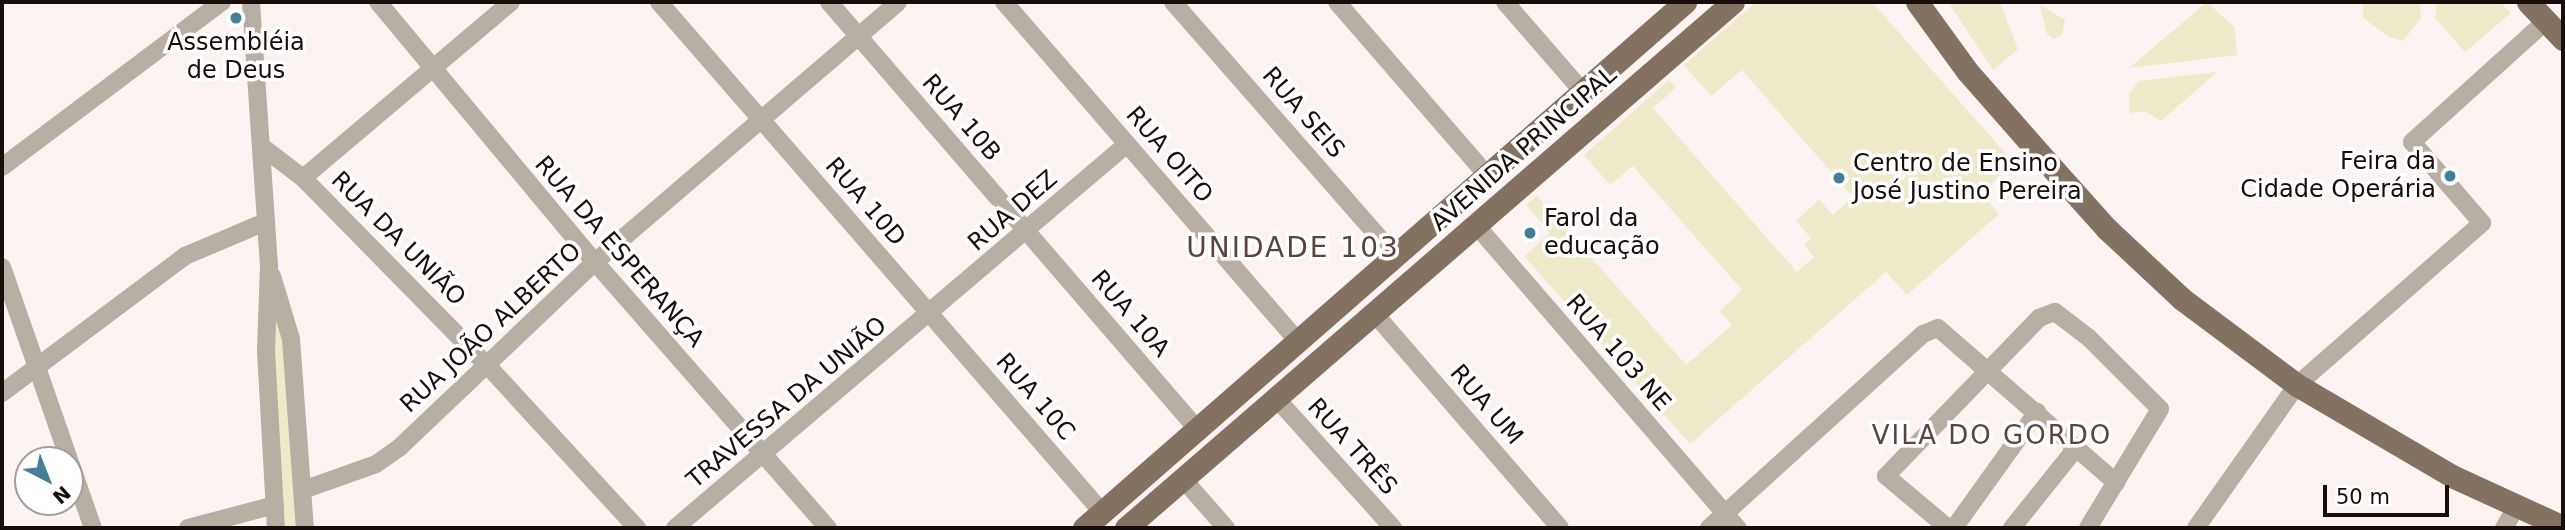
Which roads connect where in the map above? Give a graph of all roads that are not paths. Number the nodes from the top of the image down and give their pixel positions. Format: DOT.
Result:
graph roads {
  1 [pos="222,2"];
  2 [pos="251,2"];
  3 [pos="378,2"];
  4 [pos="511,2"];
  5 [pos="659,2"];
  6 [pos="829,2"];
  7 [pos="898,2"];
  8 [pos="1004,2"];
  9 [pos="1174,2"];
  10 [pos="1337,2"];
  11 [pos="1505,2"];
  12 [pos="1684,2"];
  13 [pos="1733,2"];
  14 [pos="1917,2"];
  15 [pos="2528,2"];
  16 [pos="2546,21"];
  17 [pos="859,37"];
  18 [pos="2563,39"];
  19 [pos="431,70"];
  20 [pos="1582,92"];
  21 [pos="763,122"];
  22 [pos="1127,144"];
  23 [pos="261,146"];
  24 [pos="1555,157"];
  25 [pos="2,167"];
  26 [pos="1487,175"];
  27 [pos="303,178"];
  28 [pos="265,222"];
  29 [pos="1476,225"];
  30 [pos="1027,232"];
  31 [pos="1416,237"];
  32 [pos="1395,256"];
  33 [pos="595,262"];
  34 [pos="269,265"];
  35 [pos="2,267"];
  36 [pos="1374,313"];
  37 [pos="930,314"];
  38 [pos="1298,341"];
  39 [pos="38,364"];
  40 [pos="488,365"];
  41 [pos="1989,370"];
  42 [pos="2297,385"];
  43 [pos="2,393"];
  44 [pos="1276,398"];
  45 [pos="2036,412"];
  46 [pos="1197,429"];
  47 [pos="2076,448"];
  48 [pos="763,457"];
  49 [pos="1183,479"];
  50 [pos="2116,483"];
  51 [pos="303,490"];
  52 [pos="275,505"];
  53 [pos="2516,508"];
  54 [pos="1102,512"];
  55 [pos="1722,513"];
  56 [pos="2563,527"];
  57 [pos="93,528"];
  58 [pos="188,528"];
  59 [pos="276,528"];
  60 [pos="305,528"];
  61 [pos="637,528"];
  62 [pos="675,528"];
  63 [pos="828,528"];
  64 [pos="1084,528"];
  65 [pos="1126,528"];
  66 [pos="1226,528"];
  67 [pos="1392,528"];
  68 [pos="1560,528"];
  69 [pos="1709,528"];
  70 [pos="1738,528"];
  71 [pos="1948,528"];
  72 [pos="1954,528"];
  73 [pos="2012,528"];
  74 [pos="2088,528"];
  75 [pos="2196,528"];
  76 [pos="2504,528"];
  1 -- 25 [label="street"];
  2 -- 23 [label="street"];
  3 -- 19 [label="street, RUA DA ESPERANÇA"];
  4 -- 19 [label="street"];
  5 -- 21 [label="street, RUA 10D"];
  6 -- 17 [label="street, RUA 10B"];
  7 -- 17 [label="street, RUA JOÃO ALBERTO"];
  8 -- 22 [label="street, RUA OITO"];
  9 -- 32 [label="street, RUA SEIS"];
  10 -- 26 [label="street"];
  11 -- 20 [label="street"];
  12 -- 20 [label="main road, AVENIDA PRINCIPAL"];
  13 -- 24 [label="main road, AVENIDA PRINCIPAL"];
  14 -- 42 [label="main road"];
  15 -- 16 [label="main road"];
  16 -- 18 [label="main road"];
  16 -- 42 [label="street"];
  17 -- 21 [label="street, RUA JOÃO ALBERTO"];
  17 -- 30 [label="street, RUA 10B"];
  19 -- 27 [label="street"];
  19 -- 33 [label="street, RUA DA ESPERANÇA"];
  20 -- 24 [label="main road"];
  20 -- 26 [label="main road, AVENIDA PRINCIPAL"];
  21 -- 33 [label="street, RUA JOÃO ALBERTO"];
  21 -- 37 [label="street, RUA 10D"];
  22 -- 30 [label="street, RUA DEZ"];
  22 -- 38 [label="street, RUA OITO"];
  23 -- 27 [label="street, RUA DA UNIÃO"];
  23 -- 28 [label="street"];
  24 -- 29 [label="main road, AVENIDA PRINCIPAL"];
  26 -- 31 [label="main road, AVENIDA PRINCIPAL"];
  27 -- 40 [label="street, RUA DA UNIÃO"];
  28 -- 34 [label="street"];
  28 -- 39 [label="street"];
  29 -- 36 [label="main road, AVENIDA PRINCIPAL"];
  29 -- 55 [label="street, RUA 103 NE"];
  30 -- 37 [label="street, RUA DEZ"];
  30 -- 46 [label="street, RUA 10A"];
  31 -- 32 [label="main road, AVENIDA PRINCIPAL"];
  31 -- 36 [label="main road"];
  32 -- 38 [label="main road, AVENIDA PRINCIPAL"];
  33 -- 40 [label="street, RUA JOÃO ALBERTO"];
  33 -- 48 [label="street, RUA DA ESPERANÇA"];
  34 -- 51 [label="street"];
  34 -- 52 [label="street"];
  35 -- 39 [label="street"];
  36 -- 44 [label="main road, AVENIDA PRINCIPAL"];
  36 -- 68 [label="street, RUA UM"];
  37 -- 48 [label="street, TRAVESSA DA UNIÃO"];
  37 -- 54 [label="street, RUA 10C"];
  38 -- 46 [label="main road, AVENIDA PRINCIPAL"];
  39 -- 43 [label="street"];
  39 -- 57 [label="street"];
  40 -- 51 [label="street, RUA JOÃO ALBERTO"];
  40 -- 61 [label="street, RUA DA UNIÃO"];
  41 -- 45 [label="street"];
  41 -- 50 [label="street"];
  41 -- 55 [label="street"];
  41 -- 71 [label="street"];
  42 -- 53 [label="main road"];
  42 -- 75 [label="street"];
  44 -- 49 [label="main road, AVENIDA PRINCIPAL"];
  44 -- 67 [label="street, RUA TRÊS"];
  45 -- 47 [label="street"];
  45 -- 72 [label="street"];
  46 -- 54 [label="main road, AVENIDA PRINCIPAL"];
  47 -- 50 [label="street"];
  47 -- 73 [label="street"];
  48 -- 62 [label="street, TRAVESSA DA UNIÃO"];
  48 -- 63 [label="street, RUA DA ESPERANÇA"];
  49 -- 65 [label="main road, AVENIDA PRINCIPAL"];
  49 -- 66 [label="street"];
  50 -- 74 [label="street"];
  51 -- 60 [label="street"];
  52 -- 58 [label="street"];
  52 -- 59 [label="street"];
  53 -- 56 [label="main road"];
  53 -- 76 [label="street"];
  54 -- 64 [label="main road, AVENIDA PRINCIPAL"];
  55 -- 69 [label="street"];
  55 -- 70 [label="street, RUA 103 NE"];
}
::::::
Number of lines holding "TRAVESSA" in the material: state it with no other words.

2